◆ Dataset content ◆

%%

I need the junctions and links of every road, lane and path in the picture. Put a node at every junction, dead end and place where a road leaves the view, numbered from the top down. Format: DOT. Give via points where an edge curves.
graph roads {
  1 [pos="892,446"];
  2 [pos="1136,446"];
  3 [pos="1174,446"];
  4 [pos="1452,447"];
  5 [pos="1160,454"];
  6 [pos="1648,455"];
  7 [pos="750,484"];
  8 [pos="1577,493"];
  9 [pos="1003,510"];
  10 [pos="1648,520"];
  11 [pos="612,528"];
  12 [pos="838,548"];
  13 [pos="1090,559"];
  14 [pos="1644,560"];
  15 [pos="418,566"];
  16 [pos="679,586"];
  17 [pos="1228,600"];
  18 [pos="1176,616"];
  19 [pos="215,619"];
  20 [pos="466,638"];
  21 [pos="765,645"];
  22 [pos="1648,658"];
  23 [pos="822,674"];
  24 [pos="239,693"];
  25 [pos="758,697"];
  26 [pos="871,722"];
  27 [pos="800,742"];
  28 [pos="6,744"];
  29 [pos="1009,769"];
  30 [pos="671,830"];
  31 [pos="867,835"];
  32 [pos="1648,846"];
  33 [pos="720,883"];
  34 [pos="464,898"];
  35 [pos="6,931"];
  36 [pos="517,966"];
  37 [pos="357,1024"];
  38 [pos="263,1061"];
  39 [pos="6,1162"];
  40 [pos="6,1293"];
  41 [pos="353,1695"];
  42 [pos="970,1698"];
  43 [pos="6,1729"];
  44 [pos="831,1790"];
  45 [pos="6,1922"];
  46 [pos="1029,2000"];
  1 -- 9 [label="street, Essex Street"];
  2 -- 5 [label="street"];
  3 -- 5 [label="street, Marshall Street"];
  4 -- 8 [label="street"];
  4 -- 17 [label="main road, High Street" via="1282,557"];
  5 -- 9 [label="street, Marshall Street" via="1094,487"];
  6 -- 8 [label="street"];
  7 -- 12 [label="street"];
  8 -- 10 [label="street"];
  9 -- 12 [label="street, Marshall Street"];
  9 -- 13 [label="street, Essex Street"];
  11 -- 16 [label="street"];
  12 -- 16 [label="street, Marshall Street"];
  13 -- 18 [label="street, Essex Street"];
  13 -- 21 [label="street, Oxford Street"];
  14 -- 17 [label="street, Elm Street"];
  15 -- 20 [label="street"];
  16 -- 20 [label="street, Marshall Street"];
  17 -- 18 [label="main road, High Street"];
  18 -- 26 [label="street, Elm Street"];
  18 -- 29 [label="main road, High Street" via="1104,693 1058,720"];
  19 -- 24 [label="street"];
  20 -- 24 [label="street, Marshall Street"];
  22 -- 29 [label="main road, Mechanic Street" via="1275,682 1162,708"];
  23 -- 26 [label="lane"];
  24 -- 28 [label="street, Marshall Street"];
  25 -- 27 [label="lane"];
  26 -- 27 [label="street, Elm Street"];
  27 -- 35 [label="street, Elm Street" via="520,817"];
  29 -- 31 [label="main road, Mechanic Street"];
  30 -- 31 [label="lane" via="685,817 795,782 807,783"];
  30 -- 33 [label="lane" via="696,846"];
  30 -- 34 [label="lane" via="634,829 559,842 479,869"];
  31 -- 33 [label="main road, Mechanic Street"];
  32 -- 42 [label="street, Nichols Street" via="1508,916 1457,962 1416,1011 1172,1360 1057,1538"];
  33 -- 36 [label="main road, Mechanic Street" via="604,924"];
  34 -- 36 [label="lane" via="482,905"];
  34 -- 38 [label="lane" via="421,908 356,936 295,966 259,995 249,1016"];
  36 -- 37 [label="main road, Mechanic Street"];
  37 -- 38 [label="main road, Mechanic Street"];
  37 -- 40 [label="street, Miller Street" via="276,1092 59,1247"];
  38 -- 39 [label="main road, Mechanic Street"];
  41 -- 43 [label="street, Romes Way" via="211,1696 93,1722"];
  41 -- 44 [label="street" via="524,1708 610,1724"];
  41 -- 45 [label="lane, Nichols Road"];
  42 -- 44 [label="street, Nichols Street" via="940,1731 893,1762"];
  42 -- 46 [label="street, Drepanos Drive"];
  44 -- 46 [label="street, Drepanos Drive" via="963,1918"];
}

%%

◆ Exercise ◆
Each line of the material should be repeated exactly as it reads.

◆ Result ◆
I need the junctions and links of every road, lane and path in the picture. Put a node at every junction, dead end and place where a road leaves the view, numbered from the top down. Format: DOT. Give via points where an edge curves.
graph roads {
  1 [pos="892,446"];
  2 [pos="1136,446"];
  3 [pos="1174,446"];
  4 [pos="1452,447"];
  5 [pos="1160,454"];
  6 [pos="1648,455"];
  7 [pos="750,484"];
  8 [pos="1577,493"];
  9 [pos="1003,510"];
  10 [pos="1648,520"];
  11 [pos="612,528"];
  12 [pos="838,548"];
  13 [pos="1090,559"];
  14 [pos="1644,560"];
  15 [pos="418,566"];
  16 [pos="679,586"];
  17 [pos="1228,600"];
  18 [pos="1176,616"];
  19 [pos="215,619"];
  20 [pos="466,638"];
  21 [pos="765,645"];
  22 [pos="1648,658"];
  23 [pos="822,674"];
  24 [pos="239,693"];
  25 [pos="758,697"];
  26 [pos="871,722"];
  27 [pos="800,742"];
  28 [pos="6,744"];
  29 [pos="1009,769"];
  30 [pos="671,830"];
  31 [pos="867,835"];
  32 [pos="1648,846"];
  33 [pos="720,883"];
  34 [pos="464,898"];
  35 [pos="6,931"];
  36 [pos="517,966"];
  37 [pos="357,1024"];
  38 [pos="263,1061"];
  39 [pos="6,1162"];
  40 [pos="6,1293"];
  41 [pos="353,1695"];
  42 [pos="970,1698"];
  43 [pos="6,1729"];
  44 [pos="831,1790"];
  45 [pos="6,1922"];
  46 [pos="1029,2000"];
  1 -- 9 [label="street, Essex Street"];
  2 -- 5 [label="street"];
  3 -- 5 [label="street, Marshall Street"];
  4 -- 8 [label="street"];
  4 -- 17 [label="main road, High Street" via="1282,557"];
  5 -- 9 [label="street, Marshall Street" via="1094,487"];
  6 -- 8 [label="street"];
  7 -- 12 [label="street"];
  8 -- 10 [label="street"];
  9 -- 12 [label="street, Marshall Street"];
  9 -- 13 [label="street, Essex Street"];
  11 -- 16 [label="street"];
  12 -- 16 [label="street, Marshall Street"];
  13 -- 18 [label="street, Essex Street"];
  13 -- 21 [label="street, Oxford Street"];
  14 -- 17 [label="street, Elm Street"];
  15 -- 20 [label="street"];
  16 -- 20 [label="street, Marshall Street"];
  17 -- 18 [label="main road, High Street"];
  18 -- 26 [label="street, Elm Street"];
  18 -- 29 [label="main road, High Street" via="1104,693 1058,720"];
  19 -- 24 [label="street"];
  20 -- 24 [label="street, Marshall Street"];
  22 -- 29 [label="main road, Mechanic Street" via="1275,682 1162,708"];
  23 -- 26 [label="lane"];
  24 -- 28 [label="street, Marshall Street"];
  25 -- 27 [label="lane"];
  26 -- 27 [label="street, Elm Street"];
  27 -- 35 [label="street, Elm Street" via="520,817"];
  29 -- 31 [label="main road, Mechanic Street"];
  30 -- 31 [label="lane" via="685,817 795,782 807,783"];
  30 -- 33 [label="lane" via="696,846"];
  30 -- 34 [label="lane" via="634,829 559,842 479,869"];
  31 -- 33 [label="main road, Mechanic Street"];
  32 -- 42 [label="street, Nichols Street" via="1508,916 1457,962 1416,1011 1172,1360 1057,1538"];
  33 -- 36 [label="main road, Mechanic Street" via="604,924"];
  34 -- 36 [label="lane" via="482,905"];
  34 -- 38 [label="lane" via="421,908 356,936 295,966 259,995 249,1016"];
  36 -- 37 [label="main road, Mechanic Street"];
  37 -- 38 [label="main road, Mechanic Street"];
  37 -- 40 [label="street, Miller Street" via="276,1092 59,1247"];
  38 -- 39 [label="main road, Mechanic Street"];
  41 -- 43 [label="street, Romes Way" via="211,1696 93,1722"];
  41 -- 44 [label="street" via="524,1708 610,1724"];
  41 -- 45 [label="lane, Nichols Road"];
  42 -- 44 [label="street, Nichols Street" via="940,1731 893,1762"];
  42 -- 46 [label="street, Drepanos Drive"];
  44 -- 46 [label="street, Drepanos Drive" via="963,1918"];
}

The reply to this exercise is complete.